#### Dataset excerpts ####

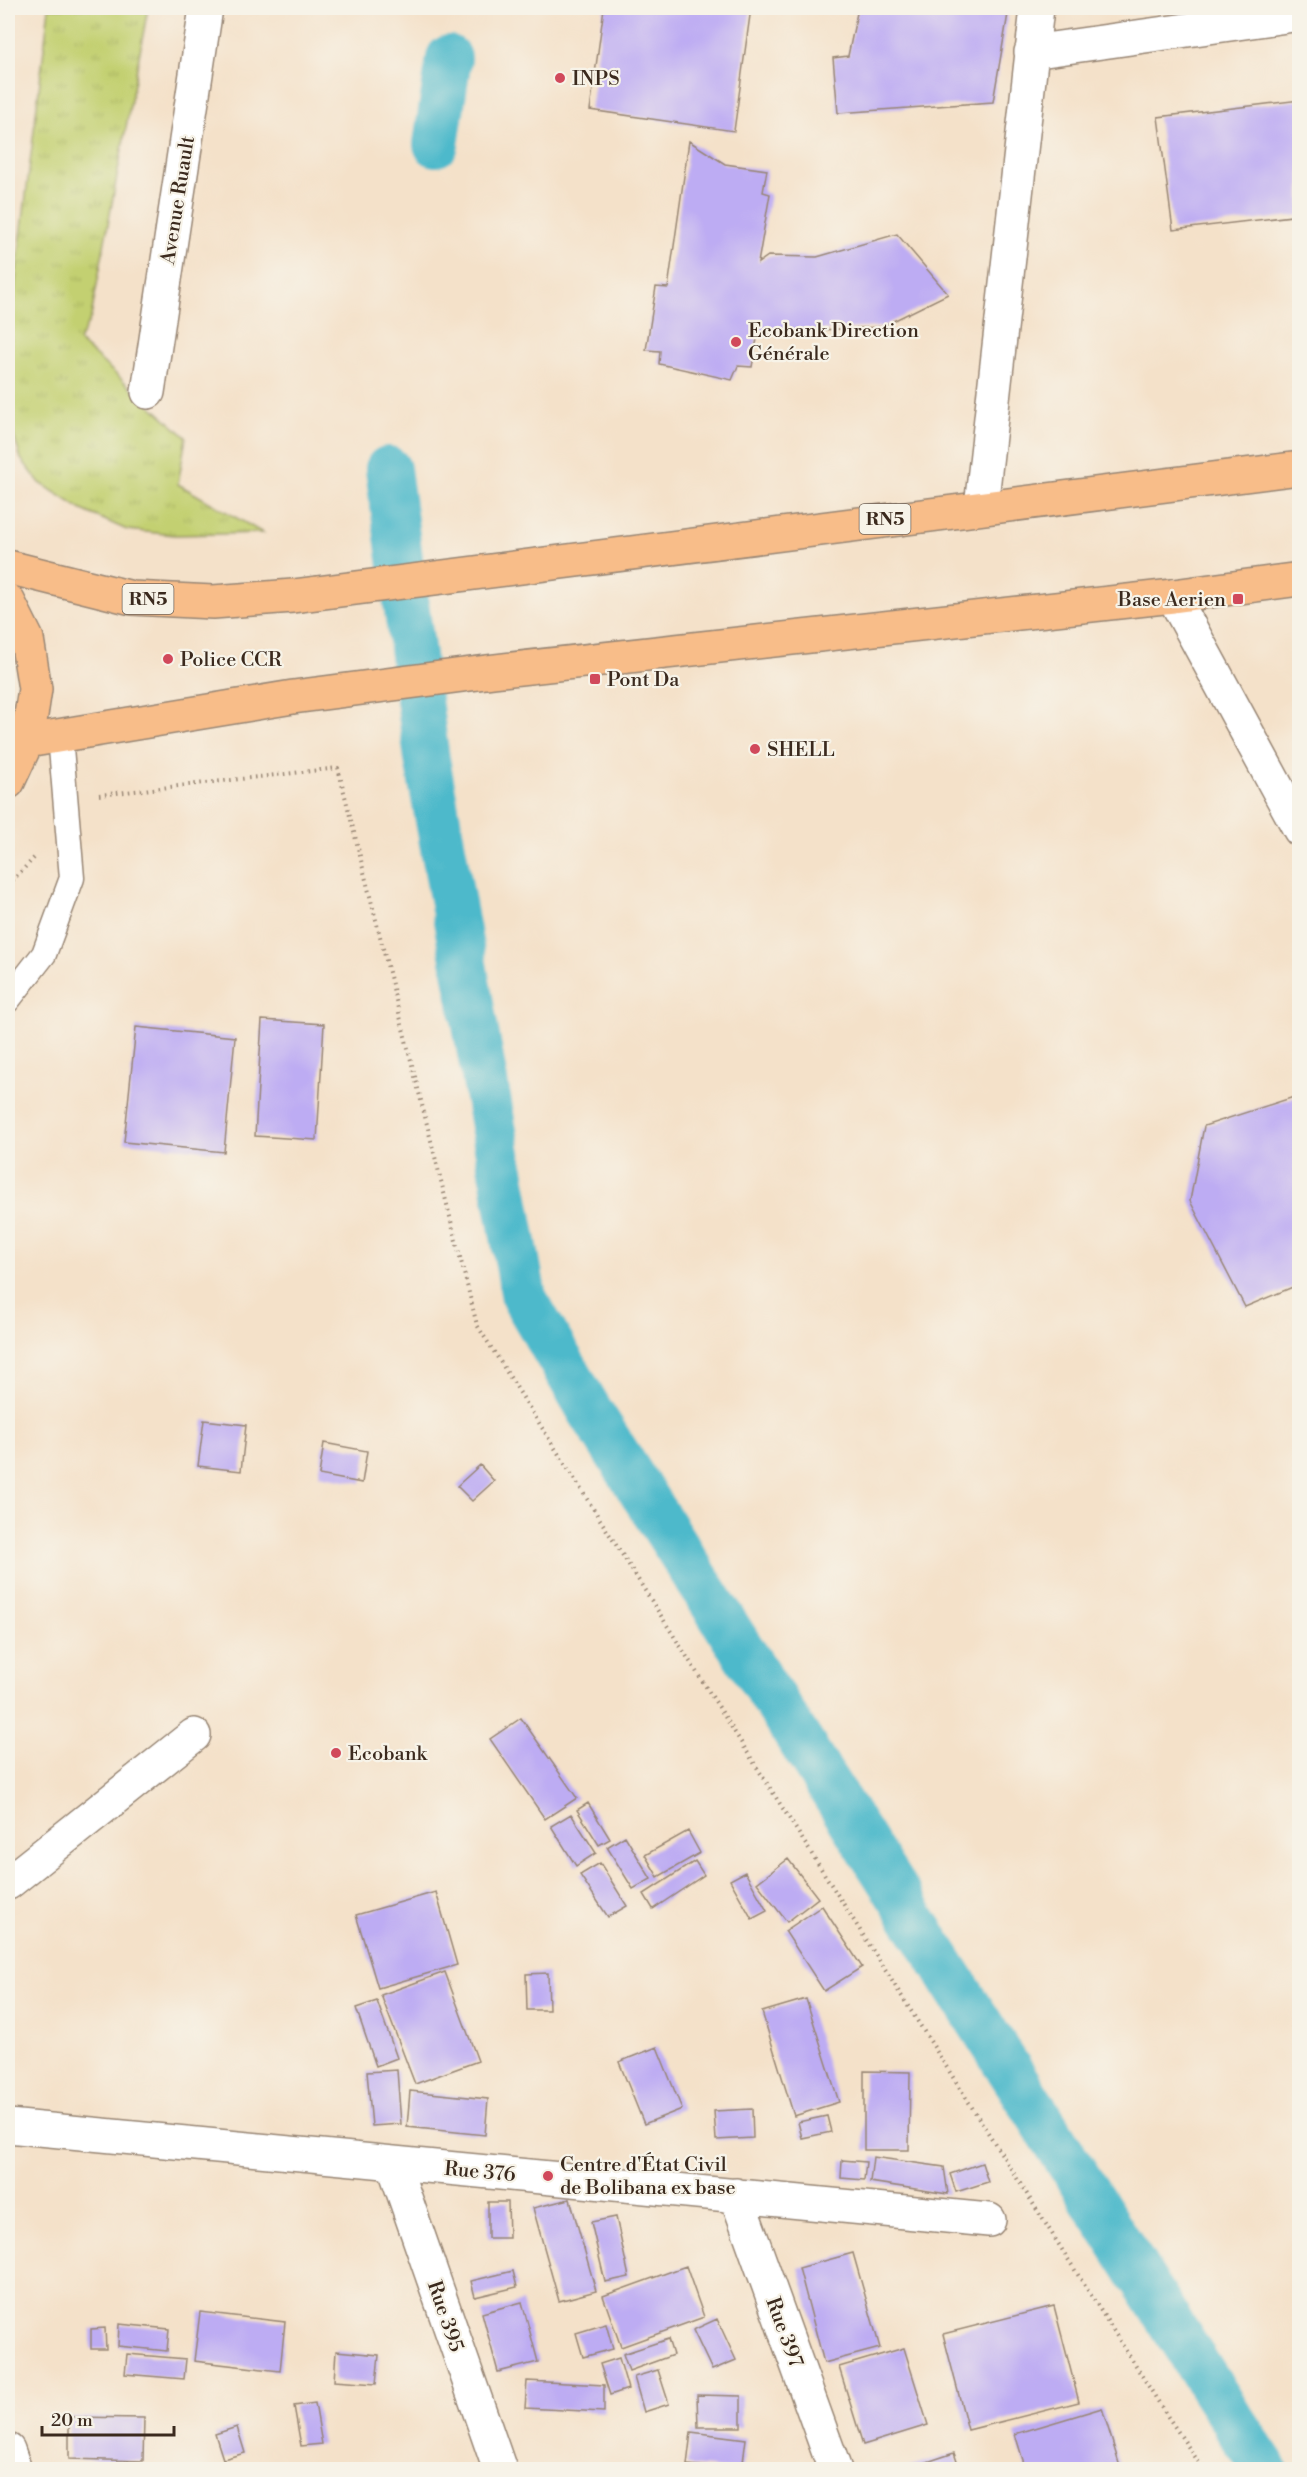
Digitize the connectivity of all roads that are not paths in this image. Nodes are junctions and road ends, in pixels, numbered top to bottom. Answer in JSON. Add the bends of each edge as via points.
{"nodes":[{"id":1,"x":206,"y":8,"type":"edge"},
{"id":2,"x":1037,"y":8,"type":"edge"},
{"id":3,"x":1299,"y":14,"type":"edge"},
{"id":4,"x":1030,"y":52,"type":"junction"},
{"id":5,"x":148,"y":392,"type":"dead end"},
{"id":6,"x":1299,"y":468,"type":"edge"},
{"id":7,"x":981,"y":507,"type":"junction"},
{"id":8,"x":8,"y":567,"type":"edge"},
{"id":9,"x":1299,"y":579,"type":"edge"},
{"id":10,"x":1173,"y":596,"type":"junction"},
{"id":11,"x":8,"y":601,"type":"edge"},
{"id":12,"x":60,"y":736,"type":"junction"},
{"id":13,"x":27,"y":741,"type":"junction"},
{"id":14,"x":8,"y":782,"type":"edge"},
{"id":15,"x":1299,"y":830,"type":"edge"},
{"id":16,"x":8,"y":1000,"type":"edge"},
{"id":17,"x":194,"y":1735,"type":"dead end"},
{"id":18,"x":8,"y":1883,"type":"edge"},
{"id":19,"x":8,"y":2126,"type":"edge"},
{"id":20,"x":393,"y":2163,"type":"junction"},
{"id":21,"x":736,"y":2195,"type":"junction"},
{"id":22,"x":989,"y":2220,"type":"dead end"},
{"id":23,"x":8,"y":2450,"type":"edge"},
{"id":24,"x":15,"y":2469,"type":"edge"},
{"id":25,"x":500,"y":2469,"type":"edge"},
{"id":26,"x":835,"y":2469,"type":"edge"}],
"edges":[{"from":1,"to":5,"type":"street","name":"Avenue Ruault"},
{"from":2,"to":4,"type":"street"},
{"from":3,"to":4,"type":"street"},
{"from":4,"to":7,"type":"street"},
{"from":6,"to":7,"type":"highway","number":"RN5"},
{"from":7,"to":8,"type":"highway","number":"RN5","via":[[293,596],[213,602],[132,598]]},
{"from":9,"to":10,"type":"highway"},
{"from":10,"to":12,"type":"highway","via":[[494,671],[293,697]]},
{"from":10,"to":15,"type":"street"},
{"from":11,"to":13,"type":"highway","via":[[27,639],[35,690]]},
{"from":12,"to":13,"type":"highway"},
{"from":12,"to":16,"type":"lane","via":[[72,878],[44,954]]},
{"from":13,"to":14,"type":"highway"},
{"from":17,"to":18,"type":"street"},
{"from":19,"to":20,"type":"street","name":"Rue 376"},
{"from":20,"to":21,"type":"street","name":"Rue 376"},
{"from":20,"to":25,"type":"street","name":"Rue 395"},
{"from":21,"to":22,"type":"street","name":"Rue 376"},
{"from":21,"to":26,"type":"street","name":"Rue 397"},
{"from":23,"to":24,"type":"street"}]}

####

Please provide the number of lines in the listing above that contain the word "name", and nothing further.

6